The Lecture is endowed through a grant from the family of William Marshall Bullitt, the Solicitor General of the United States under President William Howard Taft. Here is a brief biography and description of his connection to the University of Louisville.

We also thank the Society for Woman in Physics and Astronomy (SWIPA) for their support.

Speaker:Robert Williams

Abstract:Generally acknowledged as its most important scientific accomplishment, Hubble Telescope’s clear view of the distant universe has had an enormous impact on our understanding of deep space. Join us for an evening discussing the history of the telescope, including NASA astronauts servicing missions from the  Space Shuttle. We will explore how astronomers have used the Hubble to look back in time to piece together the formation of structure in the universe shortly after the Big Bang, and how small perturbations in the early universe grew to form the giant galaxies that now fill the cosmos.

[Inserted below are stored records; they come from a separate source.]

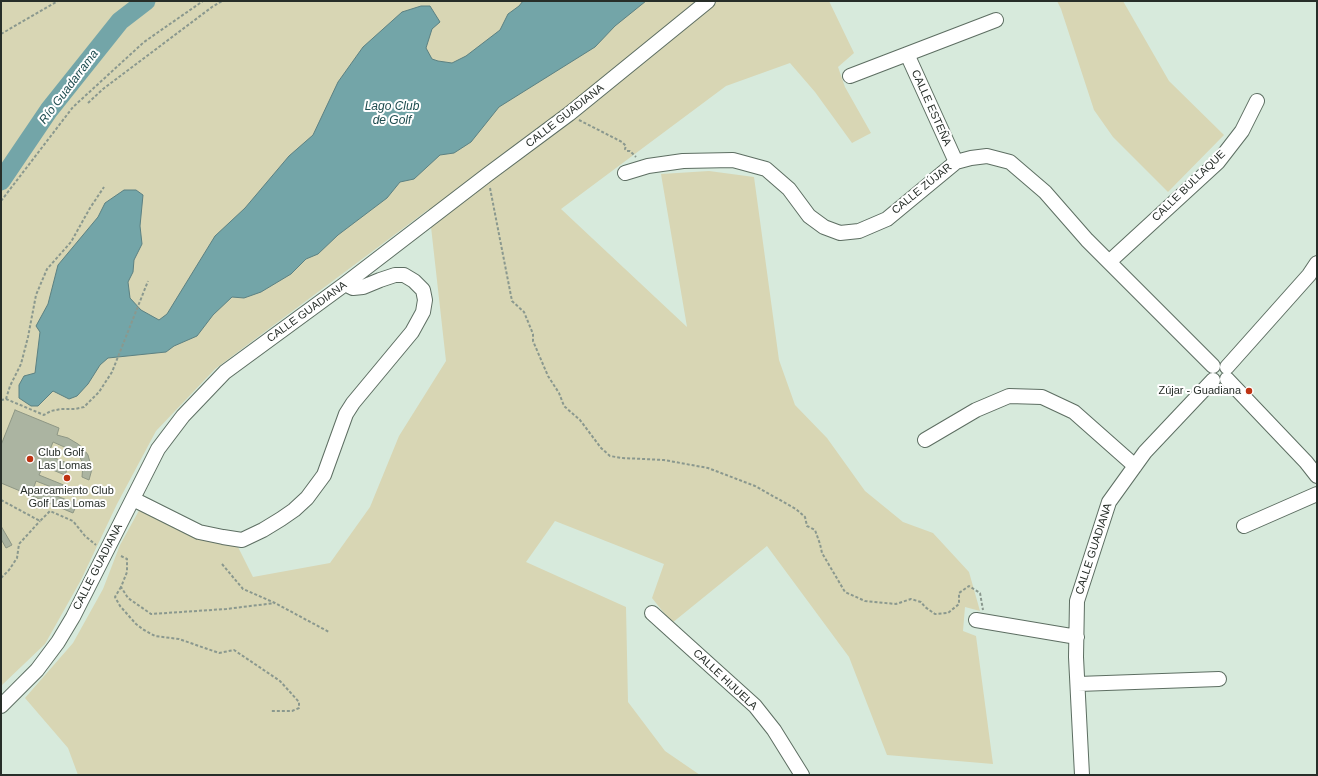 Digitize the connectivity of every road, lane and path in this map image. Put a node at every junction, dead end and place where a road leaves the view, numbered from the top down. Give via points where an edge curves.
1 (58, 1) edge
2 (203, 1) edge
3 (222, 1) edge
4 (708, 1) edge
5 (996, 20) dead end
6 (1, 34) edge
7 (907, 54) junction
8 (850, 76) dead end
9 (1257, 101) dead end
10 (88, 103) dead end
11 (569, 114) junction
12 (956, 162) junction
13 (642, 168) junction
14 (625, 173) dead end
15 (488, 175) junction
16 (104, 187) dead end
17 (1, 202) edge
18 (1109, 262) junction
19 (1317, 263) edge
20 (148, 281) dead end
21 (345, 284) junction
22 (1222, 375) junction
23 (6, 399) junction
24 (1, 400) edge
25 (925, 440) dead end
26 (1135, 466) junction
27 (1317, 476) edge
28 (1317, 494) edge
29 (133, 499) junction
30 (1, 500) edge
31 (40, 521) junction
32 (1244, 526) dead end
33 (96, 545) dead end
34 (121, 556) dead end
35 (222, 564) dead end
36 (1, 578) edge
37 (121, 587) junction
38 (275, 603) junction
39 (652, 613) dead end
40 (981, 621) joint
41 (329, 632) dead end
42 (1076, 637) junction
43 (1219, 679) dead end
44 (1078, 684) junction
45 (1, 706) edge
46 (270, 711) dead end
47 (802, 775) edge
48 (1082, 775) edge

1 - 6 path
2 - 17 path via 144,42 73,107
3 - 10 path via 103,89
4 - 11 street, CALLE GUADIANA
5 - 7 street
7 - 8 street
7 - 12 street, CALLE ESTEÑA
9 - 18 street, CALLE BULLAQUE via 1242,132 1218,162
11 - 13 path via 622,142 626,146 625,149 635,155
11 - 15 street, CALLE GUADIANA
12 - 13 street, CALLE ZÚJAR via 887,219 859,231 840,233 824,227 809,216 789,189 766,169 733,160 683,161
12 - 18 street, CALLE ZÚJAR via 987,156 1010,162 1045,192
13 - 14 street, CALLE ZÚJAR
15 - 21 street, CALLE GUADIANA
15 - 40 path via 512,301 524,312 534,334 533,341 564,406 580,420 601,448 610,456 664,460 708,468 755,486 796,509 808,526 815,530 822,553 845,592 865,600 896,604 911,599 921,602 935,614 948,613 960,604 959,593 969,586 980,593
16 - 23 path via 71,242 47,269 36,295 21,364
18 - 22 street, CALLE ZÚJAR via 1213,366 1219,363 1225,365
19 - 22 street, CALLE GUADIANA
20 - 23 path via 112,372 99,392 84,408 61,409 44,415
21 - 29 street, CALLE GUADIANA via 225,372 183,416 158,448
21 - 29 street via 353,288 363,287 395,275 404,276 423,290 423,312 412,332 346,414 324,475 307,498 281,519 242,540 199,532
22 - 26 street, CALLE GUADIANA via 1145,452
22 - 27 street
23 - 24 path
25 - 26 street via 976,410 1009,396 1042,397 1074,412
26 - 42 street, CALLE GUADIANA via 1109,502 1077,601
28 - 32 street
29 - 45 street, CALLE GUADIANA via 58,642 37,670
30 - 31 path
31 - 33 path via 50,511 73,521
31 - 36 path via 19,544 17,558
34 - 37 path via 127,559 127,572
35 - 38 path via 243,589
37 - 38 path via 128,598 151,614
37 - 46 path via 115,597 136,624 155,636 178,639 219,653 234,650 280,681 300,702 299,708
38 - 41 path
39 - 47 street, CALLE HIJUELA via 755,706 774,730
40 - 42 street
42 - 44 street, CALLE GUADIANA
43 - 44 street
44 - 48 street, CALLE GUADIANA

Robert Williams is currently Astronomer Emeritus at Space Telescope Science Institute (STScI) in Baltimore, and the Donald Osterbrock Distinguished Professor at the University of California, Santa Cruz. From 1993-98 he served as Director of STScI, which with Goddard Space Flight Center operates Hubble Space Telescope for NASA and ESA. Before assuming his present positions Williams spent 8 years in Chile as Director of Cerro Tololo Interamerican Observatory, the national observatory of the U.S. in the southern hemisphere. Prior to that time he was Professor of Astronomy at the University of Arizona in Tucson for 18 years. Dr. Williams' research specialties include novae, nebulae, accretion disks, and spectroscopic analysis. Williams received his undergraduate degree from the University of California, Berkeley in 1962, and a Ph.D. in astronomy from the University of Wisconsin in 1965.  He was Senior Fulbright Professor at University College London from 1972-73, and received the Alexander von Humboldt Award from the German government in 1991. In 1998 he was awarded the Beatrice Tinsley Prize of the American Astronomical Society for his leadership of the Hubble Deep Field (see figure on the right) project, which revealed in remarkable detail the evolution of galaxies from the early universe to the present time. For this project he was awarded the NASA Distinguished Public Service Medal in 1999.

 Dr. Williams is an elected member of the American Academy of Arts & Sciences, and is Past-President of the International Astronomical Union. In 2016 he was awarded the Karl Schwarzschild Medal for career achievement in astrophysics by the German Astronomische Gesellschaft. He is a strong advocate for science education and has lectured around the world on astronomical discoveries and the importance of science in modern society. He resides in Baltimore with his wife Elaine, a pediatric psychologist who specializes in the diagnosis and treatment of autism disorders. They are co-founders of a non-profit organization in Baltimore that places adults with autism in the workplace.